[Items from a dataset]
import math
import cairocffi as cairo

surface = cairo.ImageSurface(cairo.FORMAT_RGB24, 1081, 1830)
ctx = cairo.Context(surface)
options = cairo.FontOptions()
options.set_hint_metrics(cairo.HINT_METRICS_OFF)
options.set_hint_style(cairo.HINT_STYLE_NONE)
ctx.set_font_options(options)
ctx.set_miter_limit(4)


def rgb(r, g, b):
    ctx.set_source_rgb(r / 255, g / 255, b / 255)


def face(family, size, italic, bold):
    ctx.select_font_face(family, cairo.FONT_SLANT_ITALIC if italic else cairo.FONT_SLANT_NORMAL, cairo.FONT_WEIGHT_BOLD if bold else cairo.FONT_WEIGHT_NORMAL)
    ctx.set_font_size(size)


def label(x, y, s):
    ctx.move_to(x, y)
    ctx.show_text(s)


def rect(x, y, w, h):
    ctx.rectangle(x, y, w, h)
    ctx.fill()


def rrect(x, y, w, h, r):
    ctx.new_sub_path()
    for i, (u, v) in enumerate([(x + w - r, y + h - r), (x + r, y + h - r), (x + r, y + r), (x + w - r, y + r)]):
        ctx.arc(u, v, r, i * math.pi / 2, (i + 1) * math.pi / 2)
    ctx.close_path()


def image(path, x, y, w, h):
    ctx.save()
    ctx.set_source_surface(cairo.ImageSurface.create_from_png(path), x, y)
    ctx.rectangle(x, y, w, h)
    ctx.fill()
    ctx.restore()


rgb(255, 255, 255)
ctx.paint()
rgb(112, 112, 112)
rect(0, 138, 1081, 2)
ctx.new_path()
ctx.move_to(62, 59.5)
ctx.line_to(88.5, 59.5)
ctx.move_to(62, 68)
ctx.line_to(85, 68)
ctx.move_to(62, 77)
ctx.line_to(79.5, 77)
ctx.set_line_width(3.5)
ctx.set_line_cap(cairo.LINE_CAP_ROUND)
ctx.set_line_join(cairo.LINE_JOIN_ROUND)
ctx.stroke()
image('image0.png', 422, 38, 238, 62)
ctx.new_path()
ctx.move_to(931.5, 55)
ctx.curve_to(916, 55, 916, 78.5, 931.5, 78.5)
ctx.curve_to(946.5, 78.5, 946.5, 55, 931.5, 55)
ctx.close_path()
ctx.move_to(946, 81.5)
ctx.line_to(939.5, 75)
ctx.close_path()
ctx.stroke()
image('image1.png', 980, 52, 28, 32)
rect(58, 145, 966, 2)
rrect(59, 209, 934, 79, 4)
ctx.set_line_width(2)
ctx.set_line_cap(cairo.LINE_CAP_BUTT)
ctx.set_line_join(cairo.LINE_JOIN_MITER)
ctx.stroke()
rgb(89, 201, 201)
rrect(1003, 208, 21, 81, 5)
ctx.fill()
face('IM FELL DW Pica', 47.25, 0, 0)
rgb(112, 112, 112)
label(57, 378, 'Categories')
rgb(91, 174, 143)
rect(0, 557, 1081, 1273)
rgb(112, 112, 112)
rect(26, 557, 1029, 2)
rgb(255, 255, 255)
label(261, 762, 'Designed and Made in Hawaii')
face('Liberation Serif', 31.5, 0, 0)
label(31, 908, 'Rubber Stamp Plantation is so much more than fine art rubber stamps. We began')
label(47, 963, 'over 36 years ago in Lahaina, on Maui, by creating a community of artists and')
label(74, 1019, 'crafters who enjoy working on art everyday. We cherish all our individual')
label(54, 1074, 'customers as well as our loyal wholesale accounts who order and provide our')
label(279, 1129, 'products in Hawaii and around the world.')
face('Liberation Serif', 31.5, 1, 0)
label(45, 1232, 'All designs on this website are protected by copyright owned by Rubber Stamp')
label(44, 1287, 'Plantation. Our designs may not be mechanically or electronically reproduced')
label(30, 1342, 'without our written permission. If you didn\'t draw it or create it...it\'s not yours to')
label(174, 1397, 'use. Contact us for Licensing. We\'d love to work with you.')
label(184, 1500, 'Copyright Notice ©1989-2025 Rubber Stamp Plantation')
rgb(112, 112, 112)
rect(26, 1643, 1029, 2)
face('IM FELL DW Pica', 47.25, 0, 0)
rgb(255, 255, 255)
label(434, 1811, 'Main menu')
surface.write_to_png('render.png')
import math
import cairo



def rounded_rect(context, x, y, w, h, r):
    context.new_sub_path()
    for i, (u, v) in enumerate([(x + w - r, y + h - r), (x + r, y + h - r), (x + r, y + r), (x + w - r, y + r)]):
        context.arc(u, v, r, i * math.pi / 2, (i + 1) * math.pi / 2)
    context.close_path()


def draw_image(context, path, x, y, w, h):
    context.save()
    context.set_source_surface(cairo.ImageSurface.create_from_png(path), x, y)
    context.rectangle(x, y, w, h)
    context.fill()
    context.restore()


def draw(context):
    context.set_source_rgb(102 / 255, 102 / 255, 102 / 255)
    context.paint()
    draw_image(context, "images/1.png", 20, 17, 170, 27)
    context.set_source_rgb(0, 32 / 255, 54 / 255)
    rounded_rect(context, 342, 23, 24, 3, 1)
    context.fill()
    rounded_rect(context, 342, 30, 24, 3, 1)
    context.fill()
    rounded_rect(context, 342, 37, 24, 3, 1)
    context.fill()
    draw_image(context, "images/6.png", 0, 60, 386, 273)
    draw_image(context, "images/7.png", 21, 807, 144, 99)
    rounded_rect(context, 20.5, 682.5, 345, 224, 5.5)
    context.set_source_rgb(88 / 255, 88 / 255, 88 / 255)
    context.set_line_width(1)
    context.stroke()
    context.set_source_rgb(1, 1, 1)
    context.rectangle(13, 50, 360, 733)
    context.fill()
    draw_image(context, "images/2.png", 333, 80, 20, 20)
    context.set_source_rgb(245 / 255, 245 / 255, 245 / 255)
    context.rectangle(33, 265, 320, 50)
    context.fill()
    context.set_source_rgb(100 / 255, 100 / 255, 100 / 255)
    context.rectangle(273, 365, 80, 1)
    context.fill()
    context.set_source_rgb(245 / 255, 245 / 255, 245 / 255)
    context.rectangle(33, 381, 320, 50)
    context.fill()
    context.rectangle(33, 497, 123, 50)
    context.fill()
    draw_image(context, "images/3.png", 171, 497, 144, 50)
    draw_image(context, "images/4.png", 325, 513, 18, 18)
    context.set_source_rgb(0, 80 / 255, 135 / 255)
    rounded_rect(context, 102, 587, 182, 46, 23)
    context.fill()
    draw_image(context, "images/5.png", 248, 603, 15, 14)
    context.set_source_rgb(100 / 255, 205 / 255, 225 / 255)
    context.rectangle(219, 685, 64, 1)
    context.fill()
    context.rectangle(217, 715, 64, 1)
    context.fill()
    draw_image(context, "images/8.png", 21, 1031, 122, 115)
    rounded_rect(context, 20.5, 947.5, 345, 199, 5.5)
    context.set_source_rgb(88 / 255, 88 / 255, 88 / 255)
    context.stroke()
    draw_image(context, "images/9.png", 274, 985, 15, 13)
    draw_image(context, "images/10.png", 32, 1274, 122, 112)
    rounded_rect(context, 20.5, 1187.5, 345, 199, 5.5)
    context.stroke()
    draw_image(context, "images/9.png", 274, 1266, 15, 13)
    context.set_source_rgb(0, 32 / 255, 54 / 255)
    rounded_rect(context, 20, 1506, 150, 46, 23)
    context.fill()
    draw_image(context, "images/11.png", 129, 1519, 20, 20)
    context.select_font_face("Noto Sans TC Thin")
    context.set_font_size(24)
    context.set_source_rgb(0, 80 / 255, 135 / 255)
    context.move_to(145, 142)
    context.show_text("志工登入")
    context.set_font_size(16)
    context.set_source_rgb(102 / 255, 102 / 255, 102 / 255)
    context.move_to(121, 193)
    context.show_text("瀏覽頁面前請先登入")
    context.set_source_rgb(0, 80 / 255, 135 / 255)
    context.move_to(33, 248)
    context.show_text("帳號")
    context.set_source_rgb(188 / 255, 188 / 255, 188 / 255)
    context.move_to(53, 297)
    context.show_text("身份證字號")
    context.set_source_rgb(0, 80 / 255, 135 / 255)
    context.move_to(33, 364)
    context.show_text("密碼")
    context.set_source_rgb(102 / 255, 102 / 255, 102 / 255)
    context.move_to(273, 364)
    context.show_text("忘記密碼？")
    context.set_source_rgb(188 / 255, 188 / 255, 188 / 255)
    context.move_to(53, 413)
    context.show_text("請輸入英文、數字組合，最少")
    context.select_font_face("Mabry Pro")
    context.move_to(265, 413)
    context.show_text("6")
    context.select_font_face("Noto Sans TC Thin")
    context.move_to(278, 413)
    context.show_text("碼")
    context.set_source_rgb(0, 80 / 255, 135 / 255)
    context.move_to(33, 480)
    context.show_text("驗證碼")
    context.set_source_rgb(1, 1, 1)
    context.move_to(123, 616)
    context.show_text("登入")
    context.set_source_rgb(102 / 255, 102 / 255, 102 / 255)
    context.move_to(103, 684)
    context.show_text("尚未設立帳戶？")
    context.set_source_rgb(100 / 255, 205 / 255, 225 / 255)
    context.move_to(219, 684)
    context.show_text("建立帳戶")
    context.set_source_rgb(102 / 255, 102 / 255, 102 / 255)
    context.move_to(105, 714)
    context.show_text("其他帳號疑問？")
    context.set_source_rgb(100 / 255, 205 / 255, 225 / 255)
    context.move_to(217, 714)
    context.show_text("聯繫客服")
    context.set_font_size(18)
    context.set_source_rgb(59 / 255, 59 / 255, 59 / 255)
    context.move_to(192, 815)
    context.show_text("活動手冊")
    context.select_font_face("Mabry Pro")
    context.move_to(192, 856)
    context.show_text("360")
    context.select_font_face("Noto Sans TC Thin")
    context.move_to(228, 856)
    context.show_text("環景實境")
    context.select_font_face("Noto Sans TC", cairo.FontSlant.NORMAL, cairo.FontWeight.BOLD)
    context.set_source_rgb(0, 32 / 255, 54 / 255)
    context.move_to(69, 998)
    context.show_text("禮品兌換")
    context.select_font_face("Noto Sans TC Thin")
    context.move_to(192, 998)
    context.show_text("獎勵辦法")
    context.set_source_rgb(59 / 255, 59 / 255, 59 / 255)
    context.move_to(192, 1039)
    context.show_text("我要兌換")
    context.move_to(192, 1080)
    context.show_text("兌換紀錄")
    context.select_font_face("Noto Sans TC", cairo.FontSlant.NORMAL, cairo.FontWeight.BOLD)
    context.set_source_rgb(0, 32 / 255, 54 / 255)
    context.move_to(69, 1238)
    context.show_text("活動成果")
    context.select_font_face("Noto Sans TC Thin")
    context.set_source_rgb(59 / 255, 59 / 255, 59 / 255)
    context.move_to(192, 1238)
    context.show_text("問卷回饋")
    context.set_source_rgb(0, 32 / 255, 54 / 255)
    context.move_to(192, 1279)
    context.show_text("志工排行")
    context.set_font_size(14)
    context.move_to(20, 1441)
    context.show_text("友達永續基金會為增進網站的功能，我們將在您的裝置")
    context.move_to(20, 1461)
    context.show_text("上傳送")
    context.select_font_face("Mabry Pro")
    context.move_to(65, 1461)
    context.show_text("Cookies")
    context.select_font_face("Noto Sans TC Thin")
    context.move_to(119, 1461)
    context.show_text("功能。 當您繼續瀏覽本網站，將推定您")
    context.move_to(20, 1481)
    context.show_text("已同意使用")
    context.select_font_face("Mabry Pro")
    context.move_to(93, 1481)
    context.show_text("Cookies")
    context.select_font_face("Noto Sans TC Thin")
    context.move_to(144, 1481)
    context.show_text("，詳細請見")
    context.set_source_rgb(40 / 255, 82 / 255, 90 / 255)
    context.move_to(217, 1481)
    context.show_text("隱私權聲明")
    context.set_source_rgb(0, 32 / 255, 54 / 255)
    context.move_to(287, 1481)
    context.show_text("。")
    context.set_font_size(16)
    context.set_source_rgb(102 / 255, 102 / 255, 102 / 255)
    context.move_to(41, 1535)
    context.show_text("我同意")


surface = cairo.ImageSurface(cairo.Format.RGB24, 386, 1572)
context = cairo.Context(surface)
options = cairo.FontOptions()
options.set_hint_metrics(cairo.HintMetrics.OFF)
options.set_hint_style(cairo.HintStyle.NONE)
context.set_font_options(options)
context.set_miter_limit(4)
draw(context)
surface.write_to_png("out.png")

REQUIREMENT: Every line in the entries above that has the word "italic" should be identified and copied.

RESPONSE FOR THIS EXERCISE:
def face(family, size, italic, bold):
    ctx.select_font_face(family, cairo.FONT_SLANT_ITALIC if italic else cairo.FONT_SLANT_NORMAL, cairo.FONT_WEIGHT_BOLD if bold else cairo.FONT_WEIGHT_NORMAL)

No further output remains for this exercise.